Abstract:Conventionally, the extraction of hand-crafted acoustic features has been separated from the task of establishing robust machine-learning models in speech processing. The manual approach of feature engineering is both time-consuming and necessitates specialist knowledge, posing significant hindrances. Moreover, the resulting features may not be ideal for the desired application. The speech community has adopted raw waveform modeling to enhance performance. These techniques learn an optimized representation of the input automatically. With deep learning (DL) advancements, raw waveform modeling has become valuable for tasks like classification and prediction. The primary aim of this survey is to offer valuable insights and fills a gap in the existing literature by providing a comprehensive review of the state-of-the-art in speech and speaker recognition using raw waveform modeling for both adult and children's speech.

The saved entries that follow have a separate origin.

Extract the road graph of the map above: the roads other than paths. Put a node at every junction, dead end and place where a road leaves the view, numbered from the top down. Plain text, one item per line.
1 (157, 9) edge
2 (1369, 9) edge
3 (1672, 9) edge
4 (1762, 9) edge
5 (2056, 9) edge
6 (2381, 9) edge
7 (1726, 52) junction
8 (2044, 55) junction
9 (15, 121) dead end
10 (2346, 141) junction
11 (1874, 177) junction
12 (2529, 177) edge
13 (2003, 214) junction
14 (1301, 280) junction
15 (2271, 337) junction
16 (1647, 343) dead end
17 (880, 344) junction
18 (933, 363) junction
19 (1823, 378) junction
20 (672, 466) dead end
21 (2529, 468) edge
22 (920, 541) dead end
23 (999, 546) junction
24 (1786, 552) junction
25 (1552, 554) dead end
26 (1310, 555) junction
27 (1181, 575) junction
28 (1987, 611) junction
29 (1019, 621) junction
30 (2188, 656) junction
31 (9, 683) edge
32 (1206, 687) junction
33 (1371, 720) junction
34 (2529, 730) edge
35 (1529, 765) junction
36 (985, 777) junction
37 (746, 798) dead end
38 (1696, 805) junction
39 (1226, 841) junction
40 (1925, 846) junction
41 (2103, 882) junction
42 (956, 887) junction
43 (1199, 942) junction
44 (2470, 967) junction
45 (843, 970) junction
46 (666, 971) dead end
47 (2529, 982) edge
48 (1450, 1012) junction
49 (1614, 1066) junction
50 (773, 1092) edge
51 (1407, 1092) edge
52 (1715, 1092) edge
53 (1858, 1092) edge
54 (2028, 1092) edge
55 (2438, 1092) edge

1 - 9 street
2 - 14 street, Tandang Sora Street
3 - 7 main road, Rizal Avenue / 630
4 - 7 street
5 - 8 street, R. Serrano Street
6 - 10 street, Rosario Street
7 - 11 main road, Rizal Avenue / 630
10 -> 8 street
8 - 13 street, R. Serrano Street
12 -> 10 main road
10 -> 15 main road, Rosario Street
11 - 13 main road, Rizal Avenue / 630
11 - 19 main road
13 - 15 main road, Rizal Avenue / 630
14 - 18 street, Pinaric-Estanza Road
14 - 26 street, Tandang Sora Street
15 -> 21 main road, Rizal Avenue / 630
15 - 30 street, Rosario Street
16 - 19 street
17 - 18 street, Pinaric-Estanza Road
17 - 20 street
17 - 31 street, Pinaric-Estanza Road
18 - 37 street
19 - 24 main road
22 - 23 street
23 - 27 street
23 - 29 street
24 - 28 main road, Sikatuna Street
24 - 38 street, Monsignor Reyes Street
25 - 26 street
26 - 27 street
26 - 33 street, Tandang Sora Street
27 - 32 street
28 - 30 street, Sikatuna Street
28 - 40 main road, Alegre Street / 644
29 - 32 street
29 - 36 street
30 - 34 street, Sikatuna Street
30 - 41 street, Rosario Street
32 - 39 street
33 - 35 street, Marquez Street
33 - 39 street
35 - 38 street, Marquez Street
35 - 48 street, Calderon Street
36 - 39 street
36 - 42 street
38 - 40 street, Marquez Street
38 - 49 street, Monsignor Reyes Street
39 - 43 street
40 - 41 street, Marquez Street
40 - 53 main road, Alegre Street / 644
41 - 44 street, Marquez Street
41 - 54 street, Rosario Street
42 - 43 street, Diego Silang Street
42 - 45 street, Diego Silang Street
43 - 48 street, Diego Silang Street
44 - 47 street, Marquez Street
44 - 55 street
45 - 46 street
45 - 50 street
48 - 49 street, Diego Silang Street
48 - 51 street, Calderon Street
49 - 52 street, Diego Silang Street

The article covers papers from 2013–2023 and is the first to review both adult and children's databases. The article focuses on the advantages of raw waveform models. It presents essential concepts and techniques while discussing the challenges and limitations of using raw waveforms for speech and speaker recognition in both adult and children's speech. The article also evaluates recent progress in DL architectures such as SincNet, ResNet, and RawNet, and outlines future research directions in the field.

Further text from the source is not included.